[RECORDS FOR PROCESSING]:
┄┄┄┄┄┄┄┄┄┄
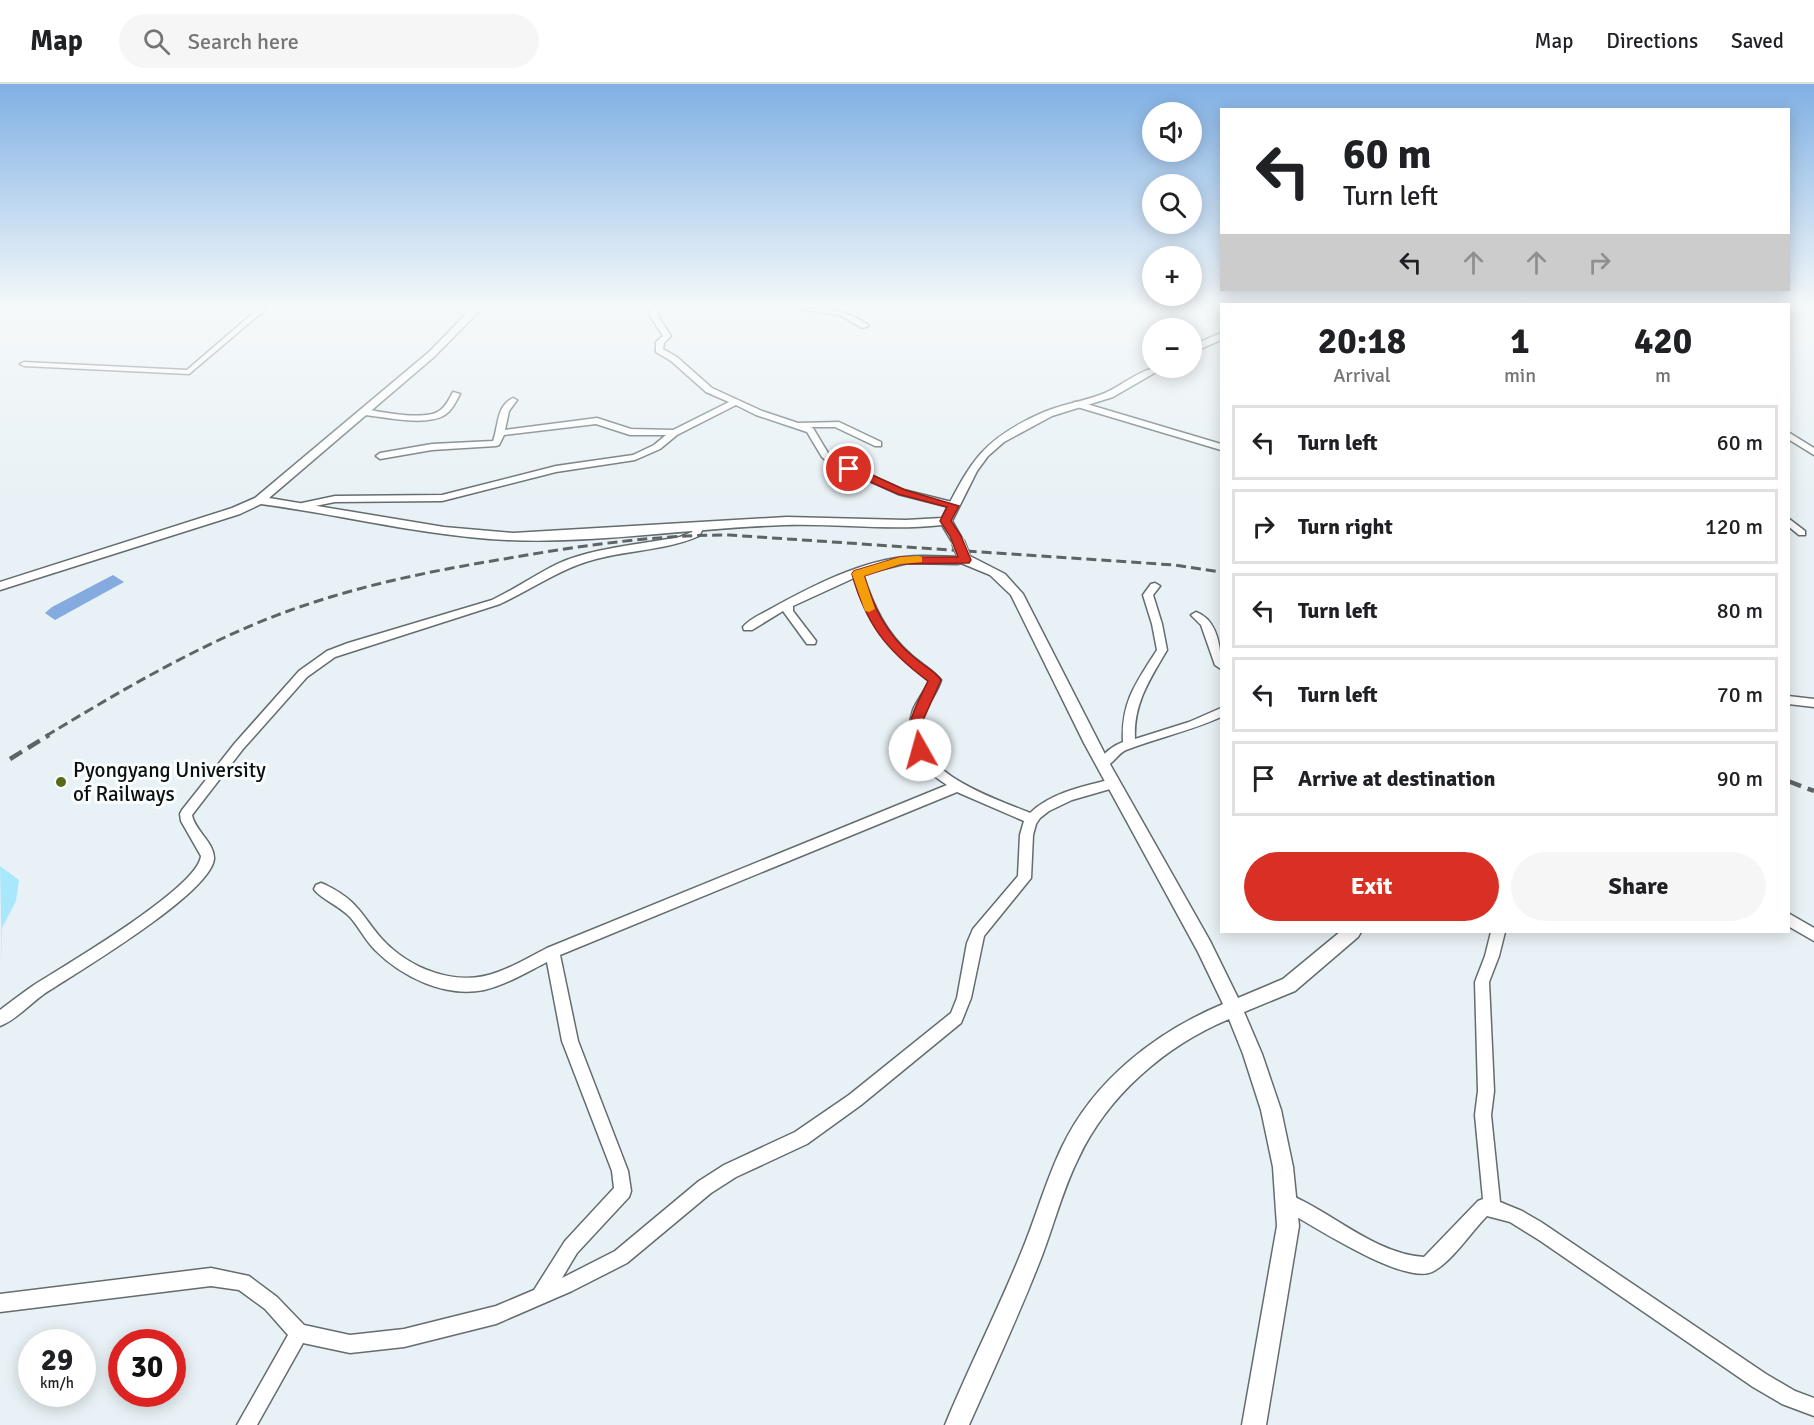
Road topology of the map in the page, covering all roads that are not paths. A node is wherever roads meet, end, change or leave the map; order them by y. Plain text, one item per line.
1 (160, 371) edge
2 (191, 371) edge
3 (413, 371) edge
4 (686, 371) edge
5 (1142, 377) edge
6 (456, 394) dead end
7 (513, 400) dead end
8 (734, 403) junction
9 (1077, 404) junction
10 (364, 412) junction
11 (801, 425) junction
12 (502, 433) junction
13 (674, 433) junction
14 (1790, 436) edge
15 (878, 444) dead end
16 (1220, 447) edge
17 (1814, 452) edge
18 (380, 456) dead end
19 (259, 500) junction
20 (305, 506) junction
21 (953, 506) junction
22 (946, 521) junction
23 (1790, 523) edge
24 (699, 527) junction
25 (1802, 533) dead end
26 (962, 553) junction
27 (858, 574) junction
28 (0, 586) edge
29 (1155, 586) dead end
30 (788, 603) junction
31 (1196, 615) dead end
32 (748, 627) dead end
33 (811, 641) dead end
34 (1220, 661) edge
35 (1790, 700) edge
36 (1814, 703) edge
37 (1220, 712) edge
38 (1129, 745) junction
39 (1103, 763) junction
40 (1113, 784) junction
41 (958, 786) junction
42 (1033, 819) junction
43 (321, 889) dead end
44 (1790, 920) edge
45 (1351, 933) edge
46 (1498, 933) edge
47 (1814, 935) edge
48 (552, 952) junction
49 (1233, 1010) junction
50 (0, 1019) edge
51 (1288, 1202) junction
52 (1492, 1208) junction
53 (540, 1296) junction
54 (0, 1304) edge
55 (299, 1333) junction
56 (1814, 1407) edge
57 (247, 1425) edge
58 (957, 1425) edge
59 (1254, 1425) edge

1 - 2 street
3 - 10 street
4 - 8 street
5 - 9 street
6 - 10 street
7 - 12 street
8 - 11 street
8 - 13 street
9 - 16 street
9 - 21 street
10 - 19 street
11 - 15 street
11 - 21 street
12 - 13 street
12 - 18 street
13 - 20 street
14 - 17 street
19 - 20 street
19 - 28 street
20 - 24 street
21 - 22 street
22 - 24 street
22 - 26 street
23 - 25 street
24 - 50 street
26 - 27 street
26 - 39 street
27 - 30 street
27 - 41 street
29 - 38 street
30 - 32 street
30 - 33 street
31 - 34 street
35 - 36 street
37 - 38 street
38 - 39 street
39 - 40 street
40 - 42 street
40 - 49 street
41 - 42 street
41 - 48 street
42 - 53 street
43 - 48 street
44 - 47 street
45 - 49 street
46 - 52 street
48 - 53 street
49 - 51 street
49 - 58 street
51 - 52 street
51 - 59 street
52 - 56 street
53 - 55 street
54 - 55 street
55 - 57 street

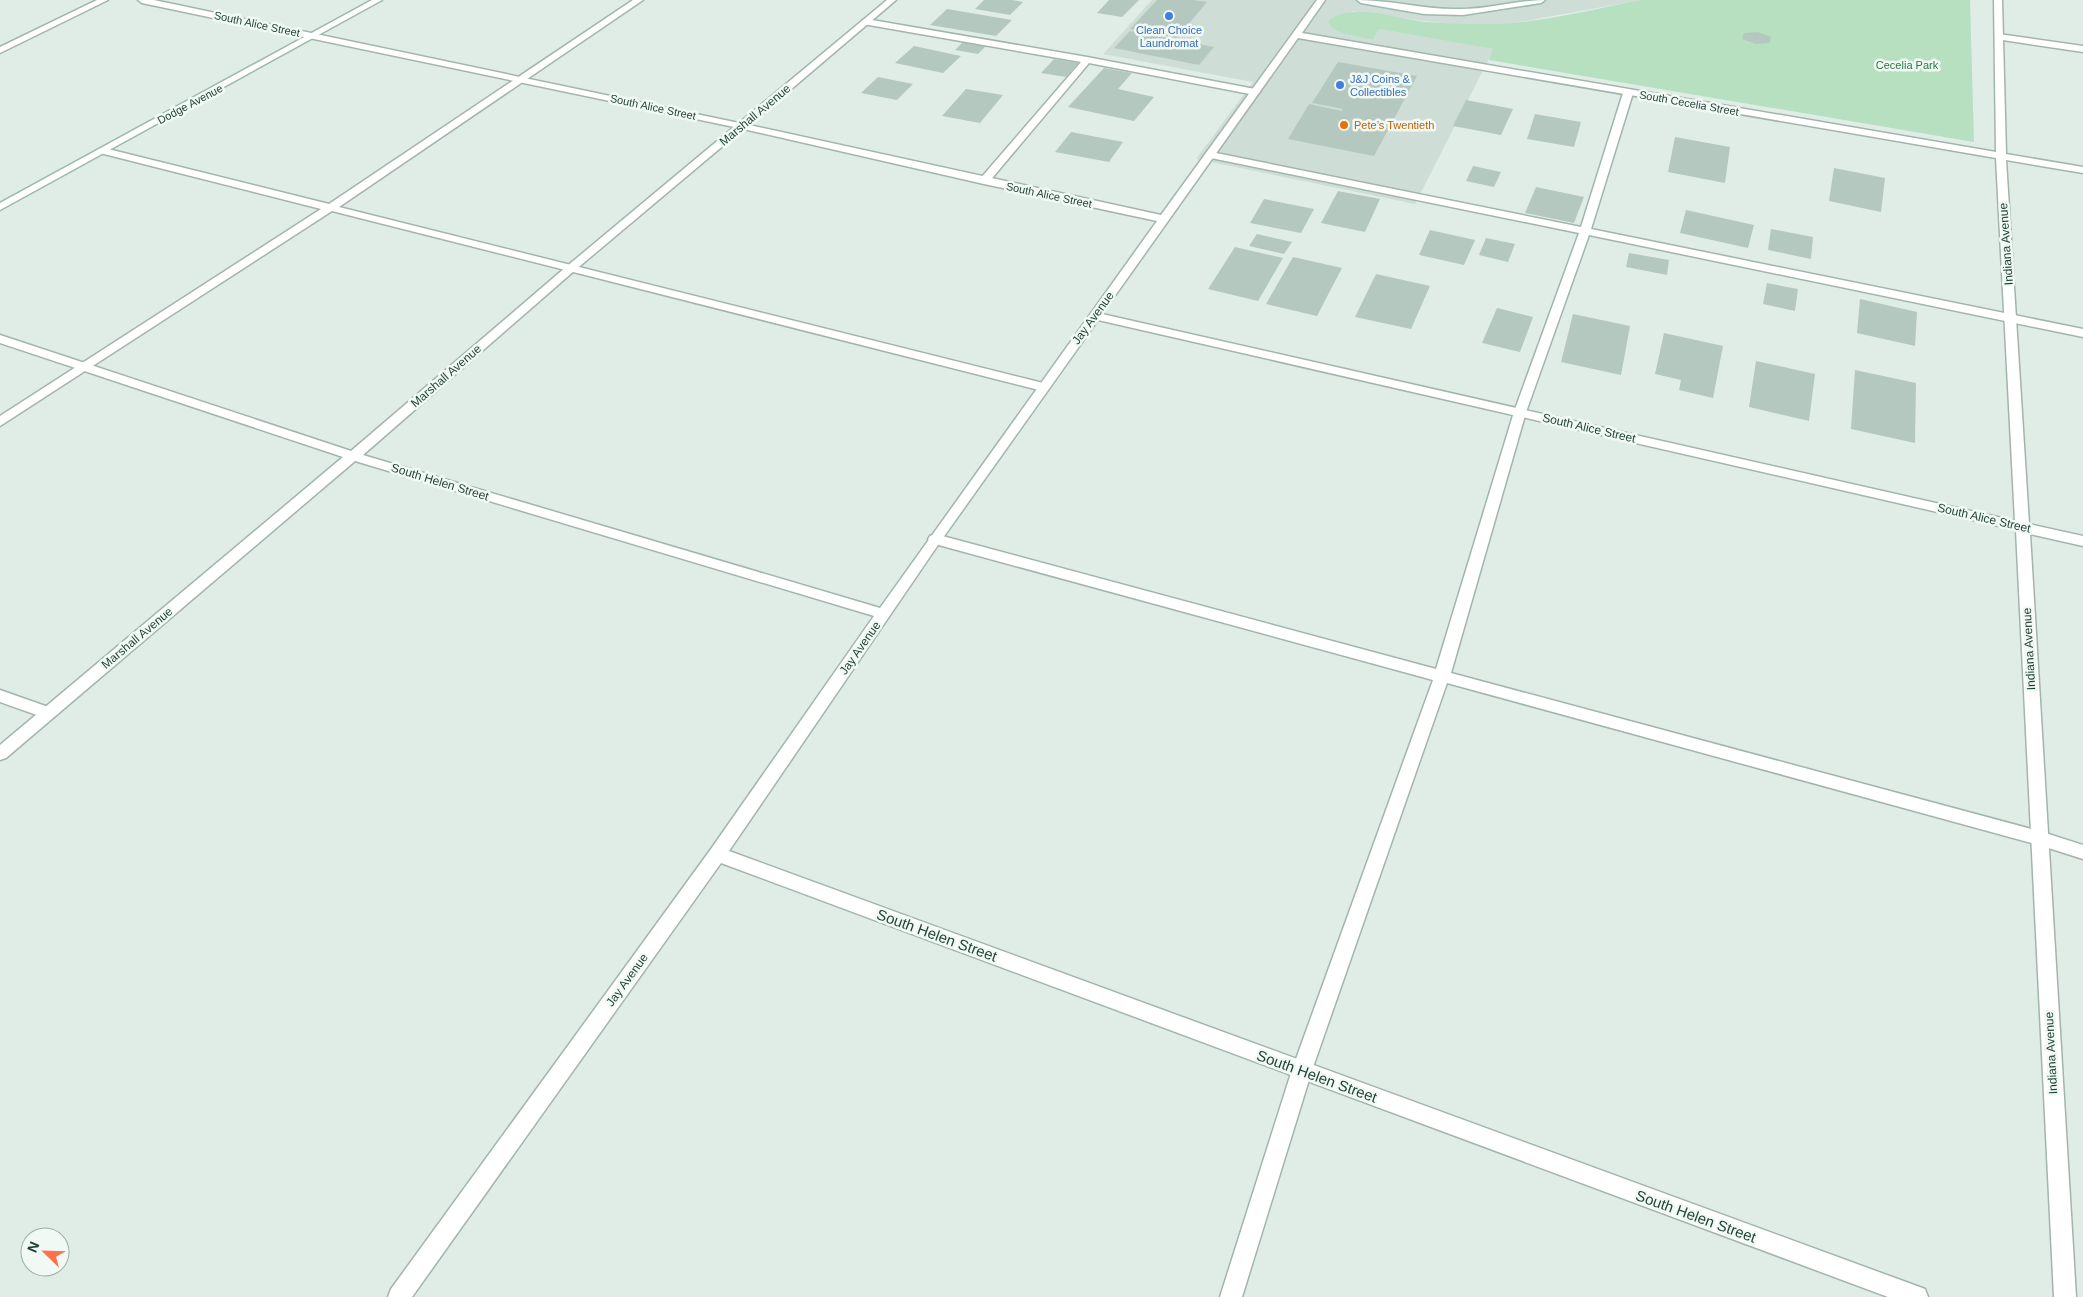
┄┄┄┄┄┄┄┄┄┄
[WORK REQUEST]: If an entry above holds a picture, omit the picture but retype everything else exactly.

[TASK ANSWER]:
Road topology of the map in the page, covering all roads that are not paths. A node is wherever roads meet, end, change or leave the map; order them by y. Plain text, one item per line.
1 (160, 371) edge
2 (191, 371) edge
3 (413, 371) edge
4 (686, 371) edge
5 (1142, 377) edge
6 (456, 394) dead end
7 (513, 400) dead end
8 (734, 403) junction
9 (1077, 404) junction
10 (364, 412) junction
11 (801, 425) junction
12 (502, 433) junction
13 (674, 433) junction
14 (1790, 436) edge
15 (878, 444) dead end
16 (1220, 447) edge
17 (1814, 452) edge
18 (380, 456) dead end
19 (259, 500) junction
20 (305, 506) junction
21 (953, 506) junction
22 (946, 521) junction
23 (1790, 523) edge
24 (699, 527) junction
25 (1802, 533) dead end
26 (962, 553) junction
27 (858, 574) junction
28 (0, 586) edge
29 (1155, 586) dead end
30 (788, 603) junction
31 (1196, 615) dead end
32 (748, 627) dead end
33 (811, 641) dead end
34 (1220, 661) edge
35 (1790, 700) edge
36 (1814, 703) edge
37 (1220, 712) edge
38 (1129, 745) junction
39 (1103, 763) junction
40 (1113, 784) junction
41 (958, 786) junction
42 (1033, 819) junction
43 (321, 889) dead end
44 (1790, 920) edge
45 (1351, 933) edge
46 (1498, 933) edge
47 (1814, 935) edge
48 (552, 952) junction
49 (1233, 1010) junction
50 (0, 1019) edge
51 (1288, 1202) junction
52 (1492, 1208) junction
53 (540, 1296) junction
54 (0, 1304) edge
55 (299, 1333) junction
56 (1814, 1407) edge
57 (247, 1425) edge
58 (957, 1425) edge
59 (1254, 1425) edge

1 - 2 street
3 - 10 street
4 - 8 street
5 - 9 street
6 - 10 street
7 - 12 street
8 - 11 street
8 - 13 street
9 - 16 street
9 - 21 street
10 - 19 street
11 - 15 street
11 - 21 street
12 - 13 street
12 - 18 street
13 - 20 street
14 - 17 street
19 - 20 street
19 - 28 street
20 - 24 street
21 - 22 street
22 - 24 street
22 - 26 street
23 - 25 street
24 - 50 street
26 - 27 street
26 - 39 street
27 - 30 street
27 - 41 street
29 - 38 street
30 - 32 street
30 - 33 street
31 - 34 street
35 - 36 street
37 - 38 street
38 - 39 street
39 - 40 street
40 - 42 street
40 - 49 street
41 - 42 street
41 - 48 street
42 - 53 street
43 - 48 street
44 - 47 street
45 - 49 street
46 - 52 street
48 - 53 street
49 - 51 street
49 - 58 street
51 - 52 street
51 - 59 street
52 - 56 street
53 - 55 street
54 - 55 street
55 - 57 street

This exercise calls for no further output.